(Records from a data collection)

# # # # #

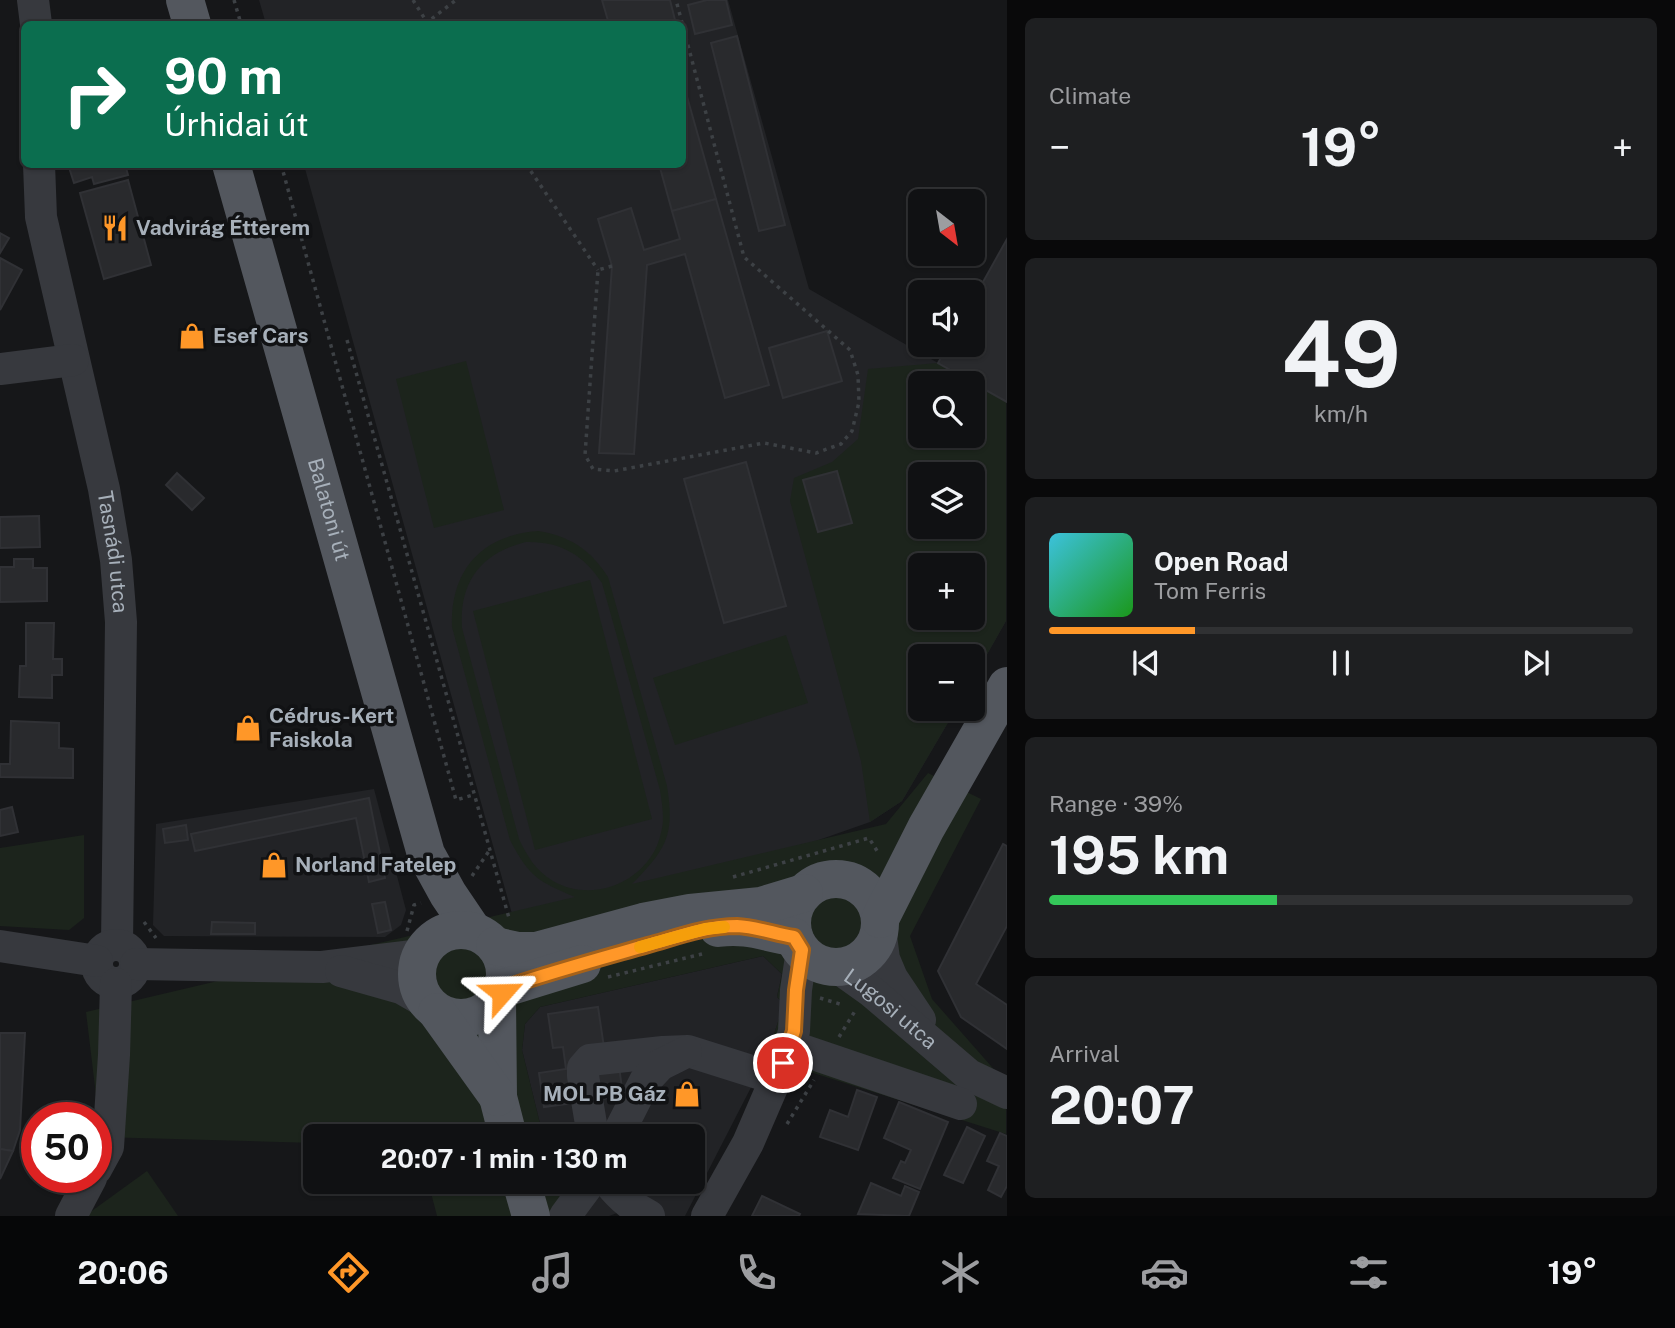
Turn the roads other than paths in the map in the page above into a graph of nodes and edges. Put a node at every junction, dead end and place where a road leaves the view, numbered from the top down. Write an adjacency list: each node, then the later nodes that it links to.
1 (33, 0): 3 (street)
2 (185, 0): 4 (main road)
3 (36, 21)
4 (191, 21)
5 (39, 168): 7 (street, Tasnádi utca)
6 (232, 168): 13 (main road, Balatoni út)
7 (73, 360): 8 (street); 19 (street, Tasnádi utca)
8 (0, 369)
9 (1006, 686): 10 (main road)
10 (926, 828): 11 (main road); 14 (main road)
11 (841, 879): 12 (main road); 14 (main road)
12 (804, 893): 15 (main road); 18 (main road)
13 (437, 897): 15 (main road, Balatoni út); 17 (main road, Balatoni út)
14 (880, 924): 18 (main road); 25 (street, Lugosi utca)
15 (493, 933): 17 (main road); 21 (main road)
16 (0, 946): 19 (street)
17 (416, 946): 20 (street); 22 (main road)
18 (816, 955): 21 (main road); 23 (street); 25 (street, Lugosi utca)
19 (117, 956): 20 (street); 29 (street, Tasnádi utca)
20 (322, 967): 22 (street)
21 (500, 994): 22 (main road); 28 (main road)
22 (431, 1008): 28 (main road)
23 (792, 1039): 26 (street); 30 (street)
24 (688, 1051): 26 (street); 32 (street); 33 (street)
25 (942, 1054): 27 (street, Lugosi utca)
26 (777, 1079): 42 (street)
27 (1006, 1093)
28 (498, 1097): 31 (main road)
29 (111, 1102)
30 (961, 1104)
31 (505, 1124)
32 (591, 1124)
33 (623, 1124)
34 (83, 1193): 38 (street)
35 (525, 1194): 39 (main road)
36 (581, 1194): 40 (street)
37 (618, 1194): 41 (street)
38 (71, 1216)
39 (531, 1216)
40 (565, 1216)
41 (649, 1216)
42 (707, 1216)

# # # # #

▶ **Problem description**
Could every entry be restated word for word, pictures excluded?

▶ **Solution to this problem**
Turn the roads other than paths in the map in the page above into a graph of nodes and edges. Put a node at every junction, dead end and place where a road leaves the view, numbered from the top down. Write an adjacency list: each node, then the later nodes that it links to.
1 (33, 0): 3 (street)
2 (185, 0): 4 (main road)
3 (36, 21)
4 (191, 21)
5 (39, 168): 7 (street, Tasnádi utca)
6 (232, 168): 13 (main road, Balatoni út)
7 (73, 360): 8 (street); 19 (street, Tasnádi utca)
8 (0, 369)
9 (1006, 686): 10 (main road)
10 (926, 828): 11 (main road); 14 (main road)
11 (841, 879): 12 (main road); 14 (main road)
12 (804, 893): 15 (main road); 18 (main road)
13 (437, 897): 15 (main road, Balatoni út); 17 (main road, Balatoni út)
14 (880, 924): 18 (main road); 25 (street, Lugosi utca)
15 (493, 933): 17 (main road); 21 (main road)
16 (0, 946): 19 (street)
17 (416, 946): 20 (street); 22 (main road)
18 (816, 955): 21 (main road); 23 (street); 25 (street, Lugosi utca)
19 (117, 956): 20 (street); 29 (street, Tasnádi utca)
20 (322, 967): 22 (street)
21 (500, 994): 22 (main road); 28 (main road)
22 (431, 1008): 28 (main road)
23 (792, 1039): 26 (street); 30 (street)
24 (688, 1051): 26 (street); 32 (street); 33 (street)
25 (942, 1054): 27 (street, Lugosi utca)
26 (777, 1079): 42 (street)
27 (1006, 1093)
28 (498, 1097): 31 (main road)
29 (111, 1102)
30 (961, 1104)
31 (505, 1124)
32 (591, 1124)
33 (623, 1124)
34 (83, 1193): 38 (street)
35 (525, 1194): 39 (main road)
36 (581, 1194): 40 (street)
37 (618, 1194): 41 (street)
38 (71, 1216)
39 (531, 1216)
40 (565, 1216)
41 (649, 1216)
42 (707, 1216)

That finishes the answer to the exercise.